No relatório de 2022, a instituição não justifica a razão, mas uma fonte do Conselho de Administração avançou ao NJ que a “batalha” com os “caloteiros” impediu o alcance do objectivo.

No exercício económico de 2022, a Recredit – Gestão de Activos não alcançou os objectivos de recuperação traçados no programa para o período em referência, sendo a justificação o braço-de-ferro travado com alguns clientes que solicitaram créditos ao Banco de Poupança e Crédito (BPC), revelou ao Novo Jornal uma fonte do Conselho de Administração da instituição, na I Conferência sobre Sustentabilidade na Banca, realizada pela Associação Angolana dos Bancos (ABANC).
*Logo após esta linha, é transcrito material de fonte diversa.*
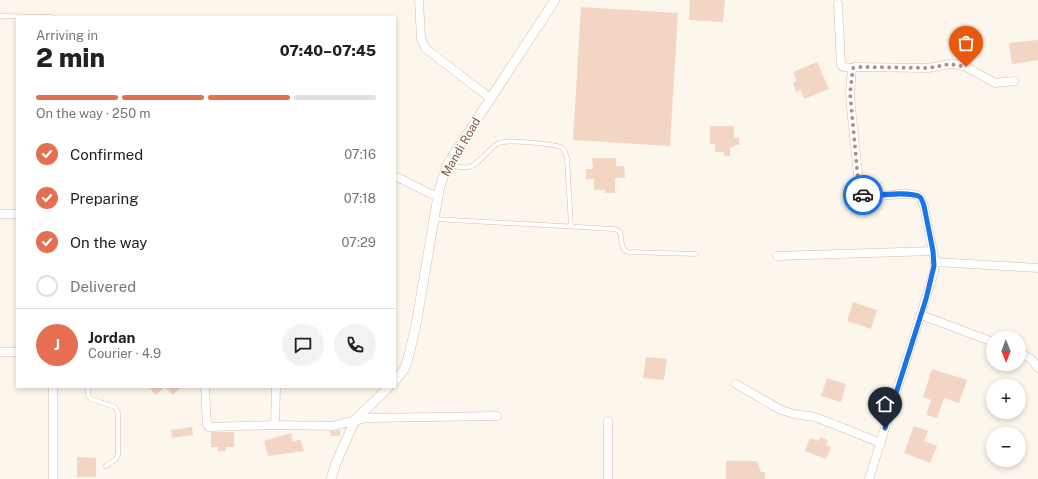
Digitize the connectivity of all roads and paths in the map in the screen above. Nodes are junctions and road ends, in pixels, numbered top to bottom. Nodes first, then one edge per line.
1 (419, 0) edge
2 (555, 0) edge
3 (838, 4) dead end
4 (0, 16) edge
5 (16, 16) edge
6 (853, 68) junction
7 (1014, 81) dead end
8 (490, 98) junction
9 (448, 165) junction
10 (396, 176) edge
11 (438, 197) junction
12 (0, 214) edge
13 (16, 214) edge
14 (434, 219) junction
15 (571, 226) junction
16 (933, 251) junction
17 (696, 254) dead end
18 (777, 256) dead end
19 (935, 262) junction
20 (1038, 268) edge
21 (921, 315) junction
22 (986, 339) edge
23 (0, 352) edge
24 (16, 352) edge
25 (1026, 356) edge
26 (1038, 368) edge
27 (396, 380) edge
28 (736, 384) dead end
29 (53, 388) edge
30 (88, 388) edge
31 (205, 388) edge
32 (276, 388) edge
33 (388, 388) edge
34 (497, 416) dead end
35 (355, 420) junction
36 (608, 421) dead end
37 (276, 424) junction
38 (881, 442) junction
39 (106, 466) dead end
40 (53, 479) edge
41 (331, 479) edge
42 (608, 479) edge
43 (869, 479) edge

1 - 8 street
2 - 8 street, Mandi Road
3 - 6 street
4 - 5 lane
6 - 7 street
6 - 16 street
8 - 9 street, Mandi Road
9 - 11 street, Mandi Road
9 - 15 lane
10 - 11 street
11 - 14 street, Mandi Road
12 - 13 street
14 - 15 lane
14 - 27 street, Mandi Road
15 - 17 lane
16 - 18 street
16 - 19 street
19 - 20 street
19 - 21 street
21 - 22 street
21 - 38 street
23 - 24 street
25 - 26 street
28 - 38 street
29 - 40 street
30 - 39 lane
31 - 37 street
32 - 37 street
33 - 35 street
34 - 35 street
35 - 37 street
35 - 41 street
36 - 42 street
38 - 43 street

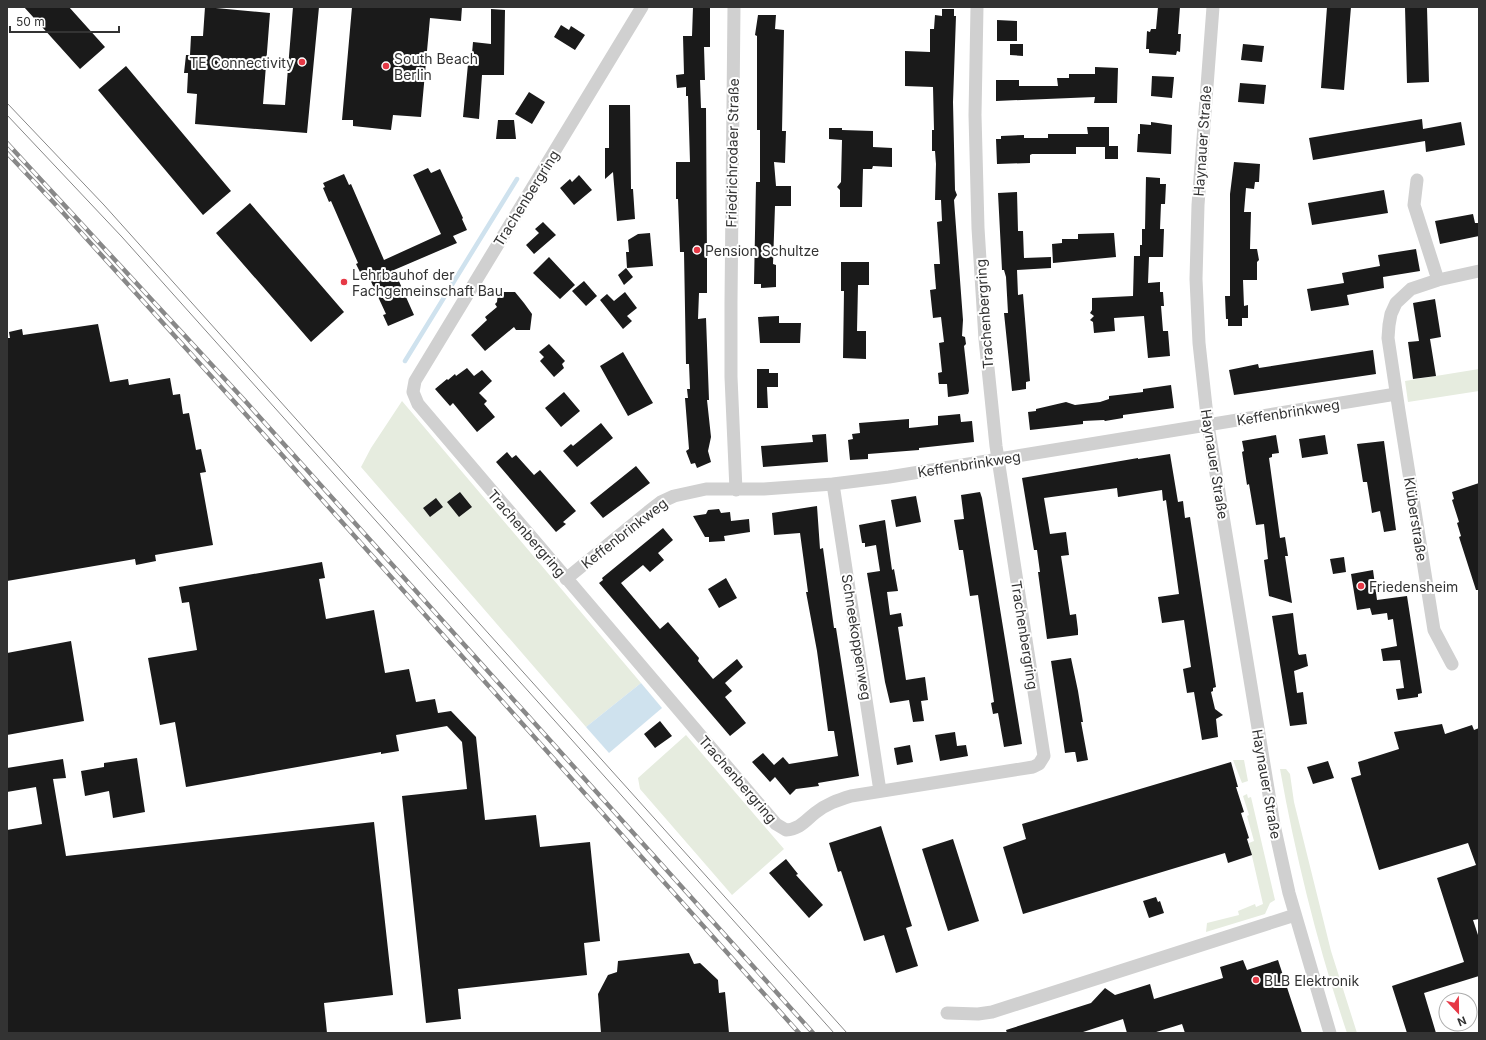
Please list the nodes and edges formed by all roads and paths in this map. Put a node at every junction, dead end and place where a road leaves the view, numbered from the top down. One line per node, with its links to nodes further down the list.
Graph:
1 (642, 7): 13 (street, Trachenbergring)
2 (734, 7): 12 (street, Friedrichrodaer Straße)
3 (977, 7): 10 (street, Trachenbergring)
4 (1213, 7): 9 (street, Haynauer Straße)
5 (1417, 180): 7 (street)
6 (1479, 271): 7 (street, Klüberstraße)
7 (1438, 280): 8 (street, Klüberstraße)
8 (1396, 394): 9 (street, Keffenbrinkweg); 14 (street, Klüberstraße)
9 (1208, 425): 10 (street, Keffenbrinkweg); 16 (street, Haynauer Straße)
10 (998, 459): 11 (street, Keffenbrinkweg); 15 (street, Trachenbergring)
11 (833, 484): 12 (street, Keffenbrinkweg); 15 (street, Schneekoppenweg)
12 (736, 490): 13 (street, Keffenbrinkweg)
13 (566, 579): 15 (street, Trachenbergring)
14 (1452, 664)
15 (880, 791)
16 (1295, 915): 17 (street); 18 (street, Haynauer Straße)
17 (947, 1012)
18 (1330, 1033)

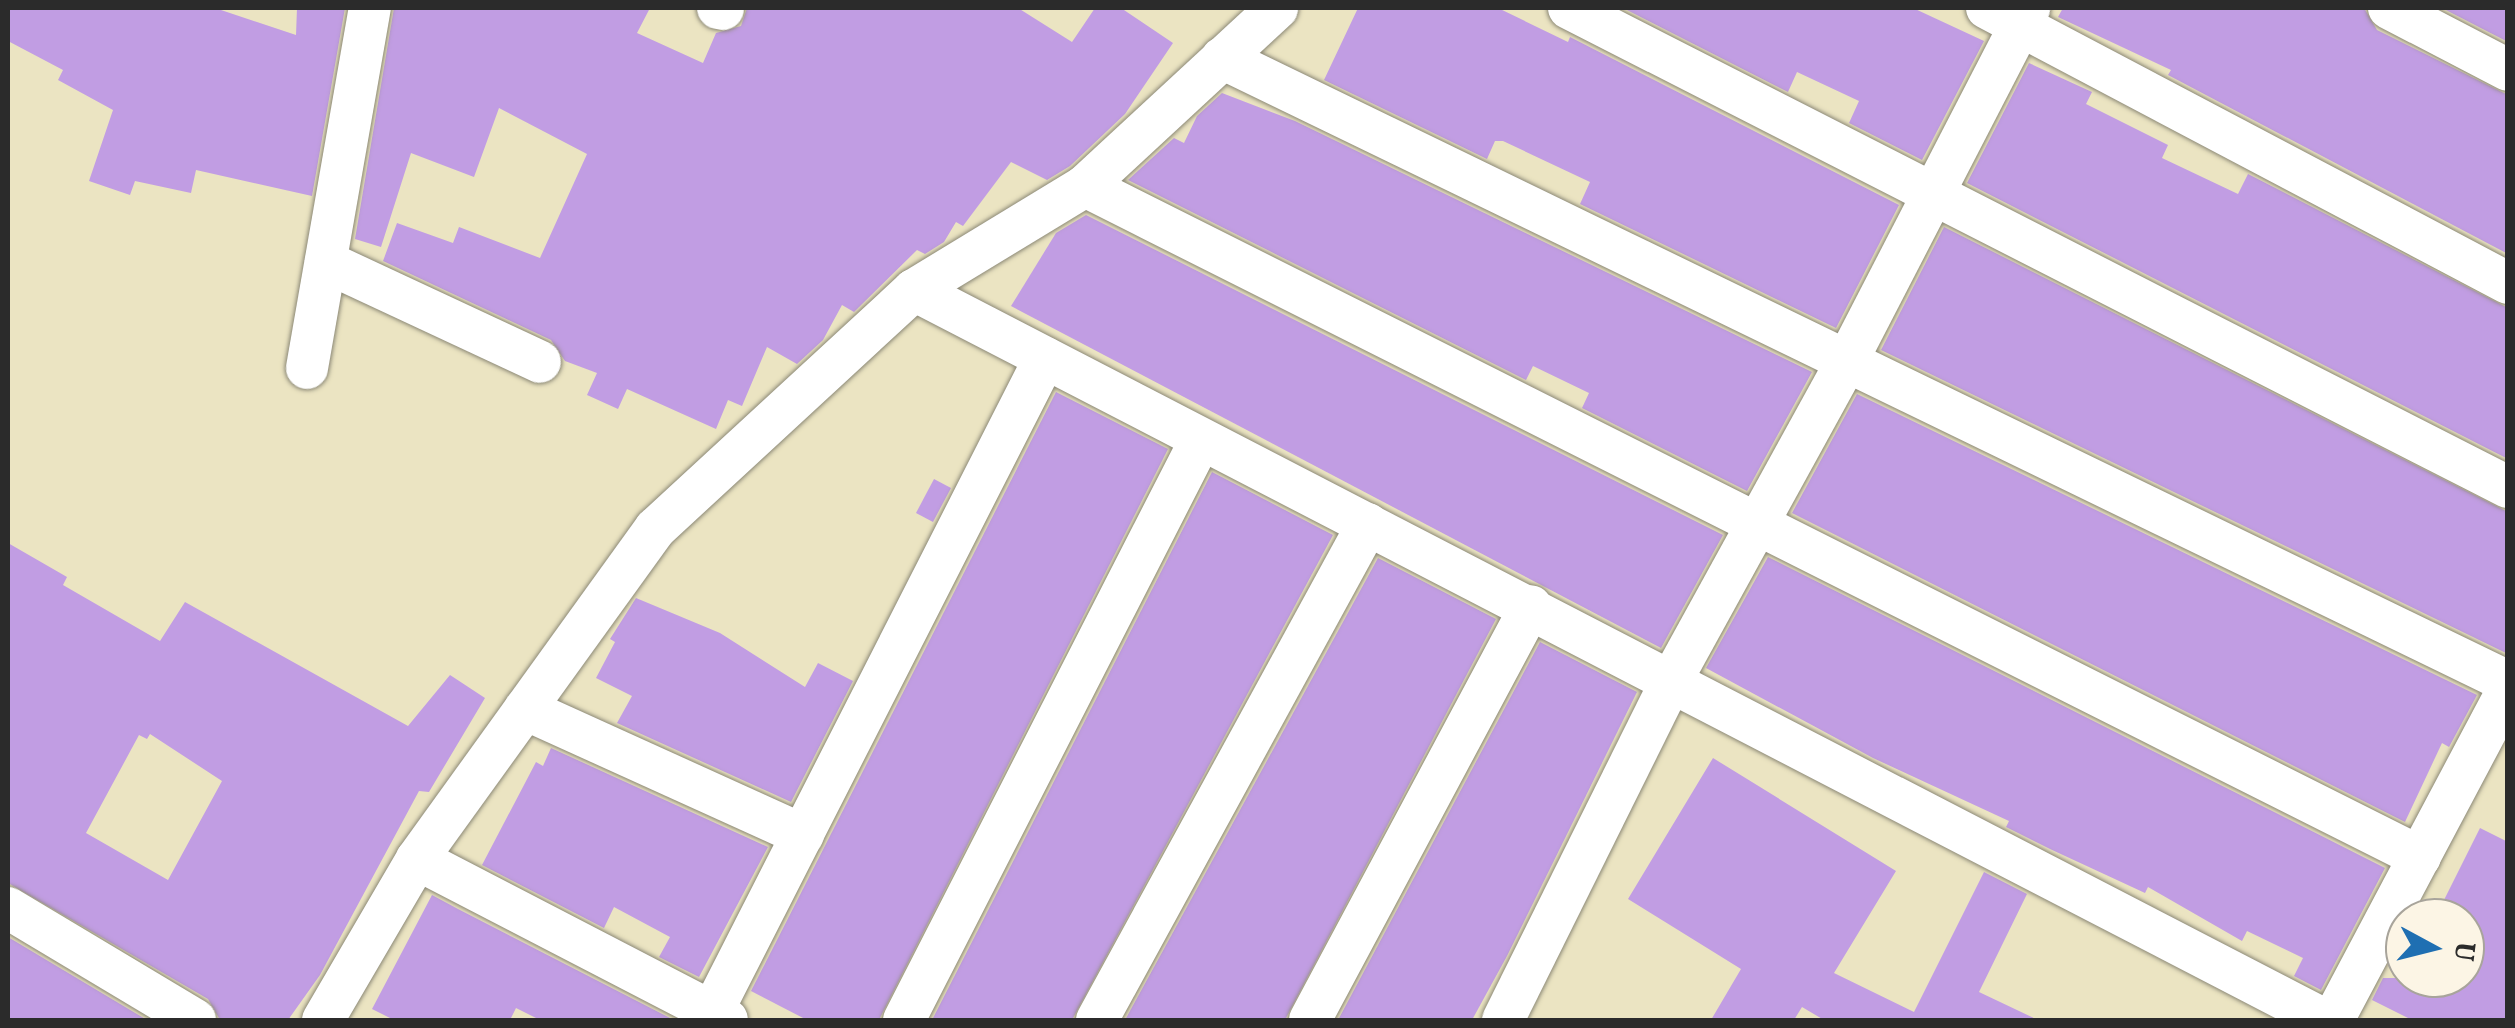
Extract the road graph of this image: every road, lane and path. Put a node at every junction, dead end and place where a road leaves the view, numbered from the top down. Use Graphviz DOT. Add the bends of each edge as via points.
graph roads {
  1 [pos="370,8"];
  2 [pos="1277,8"];
  3 [pos="1569,8"];
  4 [pos="2389,8"];
  5 [pos="2012,13"];
  6 [pos="1222,58"];
  7 [pos="2508,70"];
  8 [pos="1085,186"];
  9 [pos="1928,194"];
  10 [pos="326,262"];
  11 [pos="2508,283"];
  12 [pos="914,290"];
  13 [pos="1045,358"];
  14 [pos="1847,361"];
  15 [pos="540,362"];
  16 [pos="307,368"];
  17 [pos="1200,441"];
  18 [pos="2508,487"];
  19 [pos="1368,524"];
  20 [pos="1760,525"];
  21 [pos="1532,606"];
  22 [pos="1671,681"];
  23 [pos="2508,682"];
  24 [pos="2508,689"];
  25 [pos="526,709"];
  26 [pos="803,835"];
  27 [pos="2420,857"];
  28 [pos="417,860"];
  29 [pos="8,908"];
  30 [pos="716,1018"];
  31 [pos="1510,1018"];
  32 [pos="195,1020"];
  33 [pos="323,1020"];
  34 [pos="904,1020"];
  35 [pos="1097,1020"];
  36 [pos="1310,1020"];
  37 [pos="2325,1020"];
  38 [pos="2333,1020"];
  1 -- 10 [label="street"];
  2 -- 6 [label="street"];
  3 -- 9 [label="street"];
  4 -- 7 [label="street"];
  5 -- 9 [label="street"];
  5 -- 11 [label="street"];
  6 -- 8 [label="street"];
  6 -- 14 [label="street"];
  8 -- 12 [label="street"];
  8 -- 20 [label="street"];
  9 -- 14 [label="street"];
  9 -- 18 [label="street"];
  10 -- 15 [label="street"];
  10 -- 16 [label="street"];
  12 -- 13 [label="street"];
  12 -- 25 [label="street" via="655,529"];
  13 -- 17 [label="street"];
  13 -- 26 [label="street"];
  14 -- 20 [label="street"];
  14 -- 23 [label="street"];
  17 -- 19 [label="street"];
  17 -- 34 [label="street"];
  19 -- 21 [label="street"];
  19 -- 35 [label="street"];
  20 -- 22 [label="street"];
  20 -- 27 [label="street"];
  21 -- 22 [label="street"];
  21 -- 36 [label="street"];
  22 -- 31 [label="street"];
  22 -- 37 [label="street"];
  24 -- 27 [label="street"];
  25 -- 26 [label="street"];
  25 -- 28 [label="street"];
  26 -- 30 [label="street"];
  27 -- 38 [label="street"];
  28 -- 30 [label="street"];
  28 -- 33 [label="street"];
  29 -- 32 [label="street"];
}
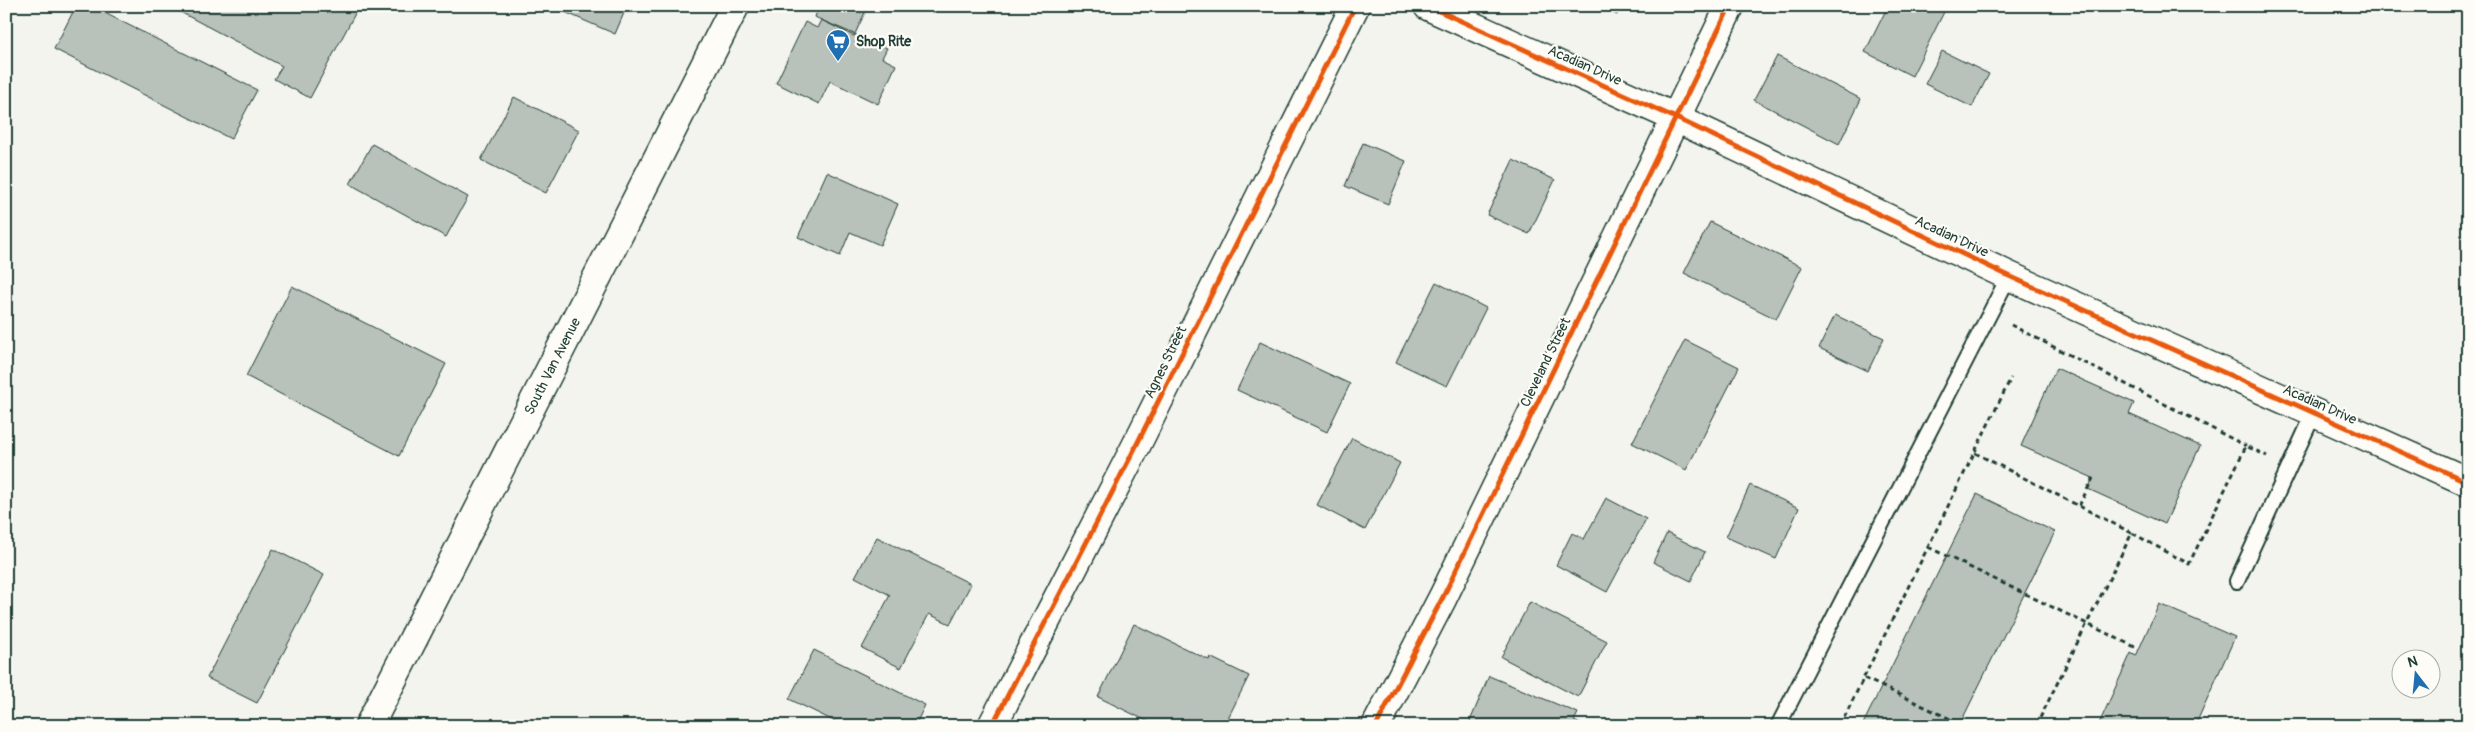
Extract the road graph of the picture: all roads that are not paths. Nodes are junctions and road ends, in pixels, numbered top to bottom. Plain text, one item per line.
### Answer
1 (735, 6) edge
2 (1355, 6) edge
3 (1428, 6) edge
4 (1730, 6) edge
5 (1676, 118) junction
6 (2008, 276) junction
7 (2314, 413) junction
8 (2468, 482) edge
9 (2237, 581) dead end
10 (369, 726) edge
11 (992, 726) edge
12 (1376, 726) edge
13 (1778, 726) edge

1 - 10 street, South Van Avenue
2 - 11 street, Agnes Street
3 - 5 street, Acadian Drive
4 - 5 street, Cleveland Street
5 - 6 street, Acadian Drive
5 - 12 street, Cleveland Street
6 - 7 street, Acadian Drive
6 - 13 lane
7 - 8 street, Acadian Drive
7 - 9 lane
No ano passado, a Recredit, também conhecida como “banco mau”, estabeleceu como meta recuperar 26,3 mil mil milhões de kwanzas, porém ficou 25% abaixo do perspectivado, sendo que só conseguiu encaixar o montante de 19,8 mil milhões de kwanzas da carteira de activos tóxicos do BPC, estando um volume de processos a aguardar desfecho no tribunal, por não existir acordo de devolução no extrajudicial entre os “caloteiros” e a instituição gestora do crédito malparado do banco público.

“Não alcançámos os objectivos do ano 2022 porque há um número de processos em que não chegámos a acordo com os nossos mutuários e remetemos os processos ao tribunal”, afirmou a fonte do Conselho de Administração do “banco mau”.

Na verdade, como ficou a saber esse semanário por aquela fonte, os níveis de recuperação da carteira de activos tóxicos do BPC vão ficando mais complicados com o passar do tempo, uma vez que muitos dos mutuários se privam de aceitar uma forma amigável de resolução, adoptando, assim, uma postura de contrariedade.

“Na medida em que vamos avançando no tempo, vamos tendo mais dificuldades em fechar processos. Os nossos clientes que não estão a fechar processos connosco estão numa lógica de braço-de-ferro”, adiantou a nossa fonte do núcleo duro de gestão da Recredit.